## WHAT IS REQUIRED:
Copy every line from the records below that holds the word "Damas".
[SUPPLIED INFORMATION — start]
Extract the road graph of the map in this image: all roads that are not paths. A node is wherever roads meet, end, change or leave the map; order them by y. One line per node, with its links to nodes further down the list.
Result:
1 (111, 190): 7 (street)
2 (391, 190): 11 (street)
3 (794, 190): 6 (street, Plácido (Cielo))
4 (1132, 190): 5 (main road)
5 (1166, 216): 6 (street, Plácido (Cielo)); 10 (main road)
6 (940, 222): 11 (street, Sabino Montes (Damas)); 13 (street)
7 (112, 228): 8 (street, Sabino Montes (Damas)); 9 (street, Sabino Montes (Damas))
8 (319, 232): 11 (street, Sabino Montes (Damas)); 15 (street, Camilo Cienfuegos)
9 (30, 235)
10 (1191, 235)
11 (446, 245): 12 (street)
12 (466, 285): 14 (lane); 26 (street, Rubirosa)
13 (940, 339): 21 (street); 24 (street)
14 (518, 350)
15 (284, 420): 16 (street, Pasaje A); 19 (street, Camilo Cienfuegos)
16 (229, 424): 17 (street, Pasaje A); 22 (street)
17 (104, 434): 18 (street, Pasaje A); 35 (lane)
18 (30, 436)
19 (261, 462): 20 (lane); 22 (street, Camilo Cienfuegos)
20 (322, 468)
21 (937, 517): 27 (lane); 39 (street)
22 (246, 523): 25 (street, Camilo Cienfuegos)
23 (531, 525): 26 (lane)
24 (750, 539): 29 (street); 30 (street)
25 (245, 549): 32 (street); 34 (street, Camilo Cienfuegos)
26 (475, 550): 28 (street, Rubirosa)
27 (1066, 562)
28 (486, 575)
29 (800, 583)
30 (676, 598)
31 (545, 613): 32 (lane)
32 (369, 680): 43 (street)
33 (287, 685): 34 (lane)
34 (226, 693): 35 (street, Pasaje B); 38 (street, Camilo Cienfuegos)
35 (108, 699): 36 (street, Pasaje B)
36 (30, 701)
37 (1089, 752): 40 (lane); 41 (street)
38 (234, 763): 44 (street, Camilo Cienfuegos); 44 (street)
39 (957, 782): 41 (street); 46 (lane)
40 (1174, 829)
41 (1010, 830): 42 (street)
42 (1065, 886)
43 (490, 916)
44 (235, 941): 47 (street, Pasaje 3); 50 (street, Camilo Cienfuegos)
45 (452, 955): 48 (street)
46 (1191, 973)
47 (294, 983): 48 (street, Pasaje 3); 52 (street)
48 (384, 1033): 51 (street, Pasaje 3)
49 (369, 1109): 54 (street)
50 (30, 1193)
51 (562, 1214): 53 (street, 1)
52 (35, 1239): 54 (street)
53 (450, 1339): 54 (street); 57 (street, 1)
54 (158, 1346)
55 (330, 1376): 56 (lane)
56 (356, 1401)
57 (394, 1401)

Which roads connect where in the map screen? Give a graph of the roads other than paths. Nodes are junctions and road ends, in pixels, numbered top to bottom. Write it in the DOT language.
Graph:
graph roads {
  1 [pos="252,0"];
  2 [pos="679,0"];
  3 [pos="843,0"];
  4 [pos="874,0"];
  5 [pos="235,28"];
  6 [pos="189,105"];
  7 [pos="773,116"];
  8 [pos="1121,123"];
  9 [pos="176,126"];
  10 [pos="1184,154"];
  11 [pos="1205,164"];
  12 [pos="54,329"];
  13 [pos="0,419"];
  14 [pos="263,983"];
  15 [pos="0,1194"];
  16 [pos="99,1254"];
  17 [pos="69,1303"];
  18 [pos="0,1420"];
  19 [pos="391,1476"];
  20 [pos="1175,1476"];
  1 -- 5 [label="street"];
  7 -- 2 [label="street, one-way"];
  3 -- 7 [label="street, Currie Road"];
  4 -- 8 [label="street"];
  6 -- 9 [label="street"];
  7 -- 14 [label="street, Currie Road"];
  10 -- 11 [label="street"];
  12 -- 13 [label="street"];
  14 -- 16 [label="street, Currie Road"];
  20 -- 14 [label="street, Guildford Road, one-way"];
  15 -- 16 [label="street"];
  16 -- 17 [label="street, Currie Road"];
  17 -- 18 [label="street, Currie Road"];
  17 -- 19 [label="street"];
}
[SUPPLIED INFORMATION — finish]
## EXERCISE ANSWER:
6 (940, 222): 11 (street, Sabino Montes (Damas)); 13 (street)
7 (112, 228): 8 (street, Sabino Montes (Damas)); 9 (street, Sabino Montes (Damas))
8 (319, 232): 11 (street, Sabino Montes (Damas)); 15 (street, Camilo Cienfuegos)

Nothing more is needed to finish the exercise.